Mattheus Le Maistre or Matthaeus Le Maistre (c. 1505–1577) was a Flemish Renaissance choirmaster and composer who is best known for his time in Dresden. His music was superior but in no way progressive, influential in both Counter-Reformation and Lutheran courts.

== Biography ==

=== Early life and employment ===
Born circa 1505 in Roclenge-sur-Geer, in the Prince-Bishopric of Liège in the Low Countries, and he considered himself a "Belgian" throughout his lifetime. Musical education was little valued in his house, yet he studied music from his early childhood Nothing is known regarding the identity of his musical instructors. It is speculated that, prior to his time in Munich, he worked in Leipzig because his name appears in music directories there. In 1550 Le Maistre was employed at the Bayerische Hofkapelle in Munich as a composer, in no small part because of the importance imparted to music by the newly-ascended Albrecht V, Duke of Bavaria. As such he was the first in a line of foreign musicians employed at the Bayerischer Hofkapelle. Later in Munich he became choirmaster at the court chapel of St. George, where he was a successor to Ludwig Senfl. Here he introduced Propers for the weekdays.

=== Dresden ===
He left Munich in 1554 to assume choirmaster duties in the autumn at the Staatskapelle Dresden, succeeding Johann Walter. This orchestra consisted of a minimum of 40 musicians. Duties included composing and arranging music for sacred and secular functions, providing for the musical instruction of choirboys, in addition to preparing the choir and conducting its performances. His income for this position was 240 gulden, plus reimbursement for expenses incurred while educating and otherwise overseeing the well-being of the choirboys. Additional perks of the position included one new uniform each year, plus free food upon the occasions of a court banquet. He seems to have maintained his ties to his hometown district of Liège, as he imported at least one choirboy from there upon the year of his placement in Dresden. In Dresden he converted from Catholicism to Protestantism, an action which caused him to lose the patrimony of his old home.

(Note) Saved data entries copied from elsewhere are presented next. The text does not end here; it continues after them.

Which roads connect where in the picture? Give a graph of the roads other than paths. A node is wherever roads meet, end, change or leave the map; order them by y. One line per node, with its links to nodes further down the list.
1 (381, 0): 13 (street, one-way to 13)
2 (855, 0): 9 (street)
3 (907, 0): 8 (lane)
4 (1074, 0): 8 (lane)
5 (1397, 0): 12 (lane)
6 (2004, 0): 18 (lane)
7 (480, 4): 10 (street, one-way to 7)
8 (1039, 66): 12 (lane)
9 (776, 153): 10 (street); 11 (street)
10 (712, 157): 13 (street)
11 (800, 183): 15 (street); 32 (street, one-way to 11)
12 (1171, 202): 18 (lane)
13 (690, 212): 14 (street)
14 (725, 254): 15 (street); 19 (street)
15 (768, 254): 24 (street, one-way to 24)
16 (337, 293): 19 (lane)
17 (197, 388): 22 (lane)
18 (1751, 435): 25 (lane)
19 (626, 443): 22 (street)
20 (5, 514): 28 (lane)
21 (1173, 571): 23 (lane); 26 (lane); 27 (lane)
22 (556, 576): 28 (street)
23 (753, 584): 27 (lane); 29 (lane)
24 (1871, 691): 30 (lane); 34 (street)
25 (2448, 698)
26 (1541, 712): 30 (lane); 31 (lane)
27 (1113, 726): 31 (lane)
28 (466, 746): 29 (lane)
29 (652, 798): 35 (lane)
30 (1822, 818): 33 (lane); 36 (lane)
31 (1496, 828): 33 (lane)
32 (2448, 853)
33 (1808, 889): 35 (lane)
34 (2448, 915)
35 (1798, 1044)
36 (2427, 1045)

=== Health, retirement and death ===
Le Maistre requested retirement and a pension in 1565 because of developing health issues involving gout and an accident at the Torgau church. The request for retirement was not granted but he was rewarded with a life stipend in compensation for the lost patrimony suffered upon his conversion. Perhaps recognizing Le Maistre's diminished capacity, in 1566 Antonio Scandello became his assistant, and after Le Maistre left the position in 1567 it was Scandello who succeeded him in 1568. In addition to his regular appointments, Le Maistre earned additional money with compositions dedicated to authorities in Zwickau. Scandello took over his duties in the early part of 1568, and Le Maistre formally retired on 24 June 1568 in some part because of illness. At that time he was given a pension of 195 florins, and although officially retired he retained the title of Kapellmeister and remained at the Saxon court until his death. His last confirmed action is the forward he wrote to his last published work, this taking place in January 1577. This work, dedicated to his young singers, is preceded with a poem written in Latin where he proceeds to describe himself as "an old man with a white head, whose power fades." He died in Dresden in January 1577.

=== Identity ===
Because so little is known about Le Maistre's early history, there has been difficulty positively identifying him. He has been equated to Matthias Werrecore (also known as Matthias Hermann Fiammengo), but this identification was proven false. Of positive identification is his additional identity as Matheus Nidlender. In Dresden he signed his name Matthaeo Le Meistre.

=== Family ===
Mattheus Le Maistre had at least one son, Valerian, who was also a musician.

== Style ==
Le Maistre is a stylistic link between Senfl and Lassus. His works are based on the Renaissance notion of music as "ars". Le Maistre believed music played an important role for the human spirit, and that as such music was created for a divine purpose. It therefore follows that his writings have been described as both humanistic and pedagogic. He was a conservative composer, and as such his works were not appreciated during the composer's life as they were considered out-of-date. Even his motets pointed to the past, musically, rather than developing new ground. His style is a synthesis of the traditional techniques of imitation, canon and cantus firmus, and thereby appear to point backwards. Nevertheless, the importance of this composer is demonstrated by the facts that he began a long tradition of foreign musicians at the Bayerischer Hofkappelle, his compositions were in service for more than 20 years after his death, and further served as role models to the development of future instrumental music.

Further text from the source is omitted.